INFORMATION SHOWN:
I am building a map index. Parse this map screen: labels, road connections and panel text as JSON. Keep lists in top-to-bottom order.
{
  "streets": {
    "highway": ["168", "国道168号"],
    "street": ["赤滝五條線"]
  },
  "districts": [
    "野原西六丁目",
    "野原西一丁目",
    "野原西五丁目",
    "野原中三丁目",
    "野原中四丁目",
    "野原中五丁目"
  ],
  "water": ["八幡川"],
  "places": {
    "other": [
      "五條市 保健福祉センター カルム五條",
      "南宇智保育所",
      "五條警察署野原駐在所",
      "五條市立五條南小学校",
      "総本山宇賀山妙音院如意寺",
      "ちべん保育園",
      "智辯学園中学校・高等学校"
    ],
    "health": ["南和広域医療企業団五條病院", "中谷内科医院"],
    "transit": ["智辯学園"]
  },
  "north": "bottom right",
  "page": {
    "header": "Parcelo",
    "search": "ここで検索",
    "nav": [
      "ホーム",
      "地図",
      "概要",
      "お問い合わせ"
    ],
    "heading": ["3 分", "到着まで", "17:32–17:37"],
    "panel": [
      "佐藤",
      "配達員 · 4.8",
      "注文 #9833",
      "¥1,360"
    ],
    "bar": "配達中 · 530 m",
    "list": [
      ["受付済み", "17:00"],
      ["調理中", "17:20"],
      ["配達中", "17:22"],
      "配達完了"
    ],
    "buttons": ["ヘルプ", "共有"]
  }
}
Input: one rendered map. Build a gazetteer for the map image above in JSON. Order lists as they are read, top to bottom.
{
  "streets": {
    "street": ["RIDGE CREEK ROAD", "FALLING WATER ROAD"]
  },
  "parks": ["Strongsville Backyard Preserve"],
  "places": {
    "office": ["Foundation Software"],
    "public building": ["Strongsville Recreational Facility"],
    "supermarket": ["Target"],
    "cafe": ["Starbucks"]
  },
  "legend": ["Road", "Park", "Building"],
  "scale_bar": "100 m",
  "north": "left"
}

TASK DESCRIPTION: Copy every entry exactly, leaving nothing out.

RESPONSE TO THE EXERCISE:
I am building a map index. Parse this map screen: labels, road connections and panel text as JSON. Keep lists in top-to-bottom order.
{
  "streets": {
    "highway": ["168", "国道168号"],
    "street": ["赤滝五條線"]
  },
  "districts": [
    "野原西六丁目",
    "野原西一丁目",
    "野原西五丁目",
    "野原中三丁目",
    "野原中四丁目",
    "野原中五丁目"
  ],
  "water": ["八幡川"],
  "places": {
    "other": [
      "五條市 保健福祉センター カルム五條",
      "南宇智保育所",
      "五條警察署野原駐在所",
      "五條市立五條南小学校",
      "総本山宇賀山妙音院如意寺",
      "ちべん保育園",
      "智辯学園中学校・高等学校"
    ],
    "health": ["南和広域医療企業団五條病院", "中谷内科医院"],
    "transit": ["智辯学園"]
  },
  "north": "bottom right",
  "page": {
    "header": "Parcelo",
    "search": "ここで検索",
    "nav": [
      "ホーム",
      "地図",
      "概要",
      "お問い合わせ"
    ],
    "heading": ["3 分", "到着まで", "17:32–17:37"],
    "panel": [
      "佐藤",
      "配達員 · 4.8",
      "注文 #9833",
      "¥1,360"
    ],
    "bar": "配達中 · 530 m",
    "list": [
      ["受付済み", "17:00"],
      ["調理中", "17:20"],
      ["配達中", "17:22"],
      "配達完了"
    ],
    "buttons": ["ヘルプ", "共有"]
  }
}
Input: one rendered map. Build a gazetteer for the map image above in JSON. Order lists as they are read, top to bottom.
{
  "streets": {
    "street": ["RIDGE CREEK ROAD", "FALLING WATER ROAD"]
  },
  "parks": ["Strongsville Backyard Preserve"],
  "places": {
    "office": ["Foundation Software"],
    "public building": ["Strongsville Recreational Facility"],
    "supermarket": ["Target"],
    "cafe": ["Starbucks"]
  },
  "legend": ["Road", "Park", "Building"],
  "scale_bar": "100 m",
  "north": "left"
}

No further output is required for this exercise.